11.5 Surgical conditions in the newborn
Oesophageal atresia
The diagnosis is confirmed by passing a large, firm catheter, for example a 10-French gauge orogastric tube, through the mouth and finding that it cannot be passed more than about 10 cm from the gums. The child must not be fed; otherwise, aspiration of feeds into the lungs is likely to occur. A plain X-ray of the torso will show gas in the bowel, confirming the presence of a distal tracheo-oesophageal fistula. About 50% of these infants have other congenital abnormalities, most of which form part of the VACTERL association (vertebral, anorectal, cardiac, renal and limb abnormalities; see Chapter 10.3). Major chromosomal abnormalities are seen in 5%, of which trisomy 18 and trisomy 21 are the most frequent. Many are premature and a history of maternal polyhydramnios is common.
Duodenal obstruction
Bile-stained vomiting starts soon after birth. The obstruction may be:
In duodenal atresia there may be other abnormalities, such as Down syndrome and imperforate anus (see Chapter 10.3). In the absence of birth asphyxia these infants are usually alert and feed well, but they vomit bile-stained material almost immediately. There may be epigastric distension.

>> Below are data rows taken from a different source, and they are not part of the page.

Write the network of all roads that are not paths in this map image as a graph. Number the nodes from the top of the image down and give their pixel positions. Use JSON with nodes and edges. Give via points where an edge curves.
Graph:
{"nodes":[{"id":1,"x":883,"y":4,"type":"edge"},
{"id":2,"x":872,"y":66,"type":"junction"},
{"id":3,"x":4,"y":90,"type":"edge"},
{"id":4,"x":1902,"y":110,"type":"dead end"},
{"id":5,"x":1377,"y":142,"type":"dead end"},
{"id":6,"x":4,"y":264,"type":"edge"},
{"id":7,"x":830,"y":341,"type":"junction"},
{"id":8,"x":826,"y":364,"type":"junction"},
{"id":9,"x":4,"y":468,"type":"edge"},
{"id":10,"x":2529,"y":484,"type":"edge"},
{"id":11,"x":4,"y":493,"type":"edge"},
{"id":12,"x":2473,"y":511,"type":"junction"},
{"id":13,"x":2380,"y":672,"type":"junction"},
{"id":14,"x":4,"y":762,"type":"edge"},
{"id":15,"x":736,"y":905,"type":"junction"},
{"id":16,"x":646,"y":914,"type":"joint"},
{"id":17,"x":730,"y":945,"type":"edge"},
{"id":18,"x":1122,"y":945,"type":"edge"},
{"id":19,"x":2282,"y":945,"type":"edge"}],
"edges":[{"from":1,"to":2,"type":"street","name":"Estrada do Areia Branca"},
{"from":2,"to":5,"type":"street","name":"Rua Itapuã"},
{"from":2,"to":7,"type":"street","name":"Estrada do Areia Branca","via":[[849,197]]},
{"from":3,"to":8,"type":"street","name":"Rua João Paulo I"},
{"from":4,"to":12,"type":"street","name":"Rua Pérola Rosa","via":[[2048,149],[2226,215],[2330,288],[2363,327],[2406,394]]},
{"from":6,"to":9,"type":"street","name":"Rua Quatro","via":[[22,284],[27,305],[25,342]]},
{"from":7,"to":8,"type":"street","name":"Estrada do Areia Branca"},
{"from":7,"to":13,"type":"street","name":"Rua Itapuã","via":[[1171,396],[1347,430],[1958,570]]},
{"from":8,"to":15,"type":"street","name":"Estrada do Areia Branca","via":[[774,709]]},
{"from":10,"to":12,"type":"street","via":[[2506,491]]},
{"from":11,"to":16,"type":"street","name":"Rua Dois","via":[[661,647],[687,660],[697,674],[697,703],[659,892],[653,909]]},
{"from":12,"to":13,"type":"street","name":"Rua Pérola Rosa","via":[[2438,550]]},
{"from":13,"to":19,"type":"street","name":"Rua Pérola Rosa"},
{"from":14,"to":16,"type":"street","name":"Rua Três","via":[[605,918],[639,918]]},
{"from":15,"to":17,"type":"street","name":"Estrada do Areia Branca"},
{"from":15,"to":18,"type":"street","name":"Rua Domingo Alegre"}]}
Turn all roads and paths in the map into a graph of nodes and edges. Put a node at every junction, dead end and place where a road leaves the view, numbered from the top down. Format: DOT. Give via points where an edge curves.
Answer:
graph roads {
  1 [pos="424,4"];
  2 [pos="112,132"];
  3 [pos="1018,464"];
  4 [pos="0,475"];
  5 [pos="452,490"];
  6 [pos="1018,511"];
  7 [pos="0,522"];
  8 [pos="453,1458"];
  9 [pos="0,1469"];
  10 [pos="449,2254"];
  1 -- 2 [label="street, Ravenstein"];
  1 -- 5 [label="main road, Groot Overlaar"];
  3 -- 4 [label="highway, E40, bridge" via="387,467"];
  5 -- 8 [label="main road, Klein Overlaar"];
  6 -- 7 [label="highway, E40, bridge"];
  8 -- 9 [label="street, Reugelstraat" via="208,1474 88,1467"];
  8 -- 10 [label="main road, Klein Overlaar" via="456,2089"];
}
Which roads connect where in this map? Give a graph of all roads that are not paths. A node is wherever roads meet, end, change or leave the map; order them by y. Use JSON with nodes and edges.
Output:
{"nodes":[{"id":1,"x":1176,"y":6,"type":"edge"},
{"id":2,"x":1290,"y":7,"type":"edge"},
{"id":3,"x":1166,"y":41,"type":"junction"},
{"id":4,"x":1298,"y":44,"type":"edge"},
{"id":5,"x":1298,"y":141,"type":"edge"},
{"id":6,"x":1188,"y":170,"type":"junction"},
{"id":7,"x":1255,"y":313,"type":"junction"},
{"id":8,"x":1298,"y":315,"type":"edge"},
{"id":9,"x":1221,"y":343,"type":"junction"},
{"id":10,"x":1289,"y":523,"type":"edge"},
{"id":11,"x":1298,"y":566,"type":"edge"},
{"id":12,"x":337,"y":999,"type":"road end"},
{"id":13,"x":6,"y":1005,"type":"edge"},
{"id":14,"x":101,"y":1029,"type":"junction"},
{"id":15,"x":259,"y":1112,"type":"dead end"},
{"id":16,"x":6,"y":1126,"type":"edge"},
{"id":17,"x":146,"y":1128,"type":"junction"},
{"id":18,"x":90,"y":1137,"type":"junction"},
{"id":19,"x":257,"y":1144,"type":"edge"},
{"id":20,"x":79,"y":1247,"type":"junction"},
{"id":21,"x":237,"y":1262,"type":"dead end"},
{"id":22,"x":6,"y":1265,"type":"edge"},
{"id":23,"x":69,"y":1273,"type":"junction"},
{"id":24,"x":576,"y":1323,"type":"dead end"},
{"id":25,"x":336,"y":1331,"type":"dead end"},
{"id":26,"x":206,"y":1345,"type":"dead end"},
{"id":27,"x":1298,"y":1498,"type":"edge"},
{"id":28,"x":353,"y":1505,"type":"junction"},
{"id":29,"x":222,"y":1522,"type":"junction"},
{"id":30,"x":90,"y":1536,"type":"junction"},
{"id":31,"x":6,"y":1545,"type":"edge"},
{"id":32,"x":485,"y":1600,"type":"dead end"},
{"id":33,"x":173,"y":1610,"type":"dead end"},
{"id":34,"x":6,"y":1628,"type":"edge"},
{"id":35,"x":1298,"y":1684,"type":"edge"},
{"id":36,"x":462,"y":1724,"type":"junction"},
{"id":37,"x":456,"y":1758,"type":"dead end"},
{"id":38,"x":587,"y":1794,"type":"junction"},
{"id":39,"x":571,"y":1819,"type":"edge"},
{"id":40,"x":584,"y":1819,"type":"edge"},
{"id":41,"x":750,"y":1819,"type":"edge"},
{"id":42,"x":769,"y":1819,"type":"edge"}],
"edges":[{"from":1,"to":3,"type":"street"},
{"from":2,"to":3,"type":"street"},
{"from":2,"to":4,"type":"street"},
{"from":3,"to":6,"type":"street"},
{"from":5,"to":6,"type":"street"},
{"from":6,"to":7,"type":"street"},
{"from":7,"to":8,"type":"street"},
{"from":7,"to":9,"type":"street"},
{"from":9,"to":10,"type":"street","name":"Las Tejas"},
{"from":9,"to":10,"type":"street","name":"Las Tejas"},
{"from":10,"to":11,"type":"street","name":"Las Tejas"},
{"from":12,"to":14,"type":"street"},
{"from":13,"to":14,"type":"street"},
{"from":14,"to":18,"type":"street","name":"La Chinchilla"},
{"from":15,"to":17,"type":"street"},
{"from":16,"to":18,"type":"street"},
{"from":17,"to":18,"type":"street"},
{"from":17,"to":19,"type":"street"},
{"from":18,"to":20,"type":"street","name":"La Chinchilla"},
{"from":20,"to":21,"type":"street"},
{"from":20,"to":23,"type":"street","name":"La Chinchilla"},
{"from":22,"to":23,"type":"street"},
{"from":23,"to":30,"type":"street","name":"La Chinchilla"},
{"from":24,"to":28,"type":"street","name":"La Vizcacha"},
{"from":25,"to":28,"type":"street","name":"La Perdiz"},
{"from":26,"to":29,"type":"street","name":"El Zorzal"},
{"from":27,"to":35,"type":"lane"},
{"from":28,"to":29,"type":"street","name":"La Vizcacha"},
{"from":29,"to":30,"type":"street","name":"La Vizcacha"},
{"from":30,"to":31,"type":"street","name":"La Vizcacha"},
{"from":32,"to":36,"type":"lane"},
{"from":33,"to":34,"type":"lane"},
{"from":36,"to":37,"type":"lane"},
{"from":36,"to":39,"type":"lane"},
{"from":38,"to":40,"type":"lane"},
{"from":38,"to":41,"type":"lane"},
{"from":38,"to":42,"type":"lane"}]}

The diagnosis of duodenal atresia is made on plain X-ray of the abdomen, which reveals a characteristic ‘double bubble’ due to gas in the stomach and proximal duodenum (Fig. 11.5.1). Little or no gas will be visible distal to the obstruction. Duodenoduodenostomy is performed after resuscitation and correction of any fluid or electrolyte disturbance.
Distal bowel obstruction
In more distal bowel obstructions, vomiting remains a major feature but tends to occur later and is associated with abdominal distension. The more distal the obstruction, the later the vomiting and the more pronounced the distension (Fig. 11.5.2). The vomitus may become faeculent. An erect film of the abdomen will show distended loops of bowel and fluid levels (Fig. 11.5.3). The number of loops is dependent on the level of obstruction. The radiological appearances of Hirschsprung disease, meconium ileus and ileal atresia may be similar, and a contrast study, rectal biopsy or laparotomy may be required to make the definitive diagnosis.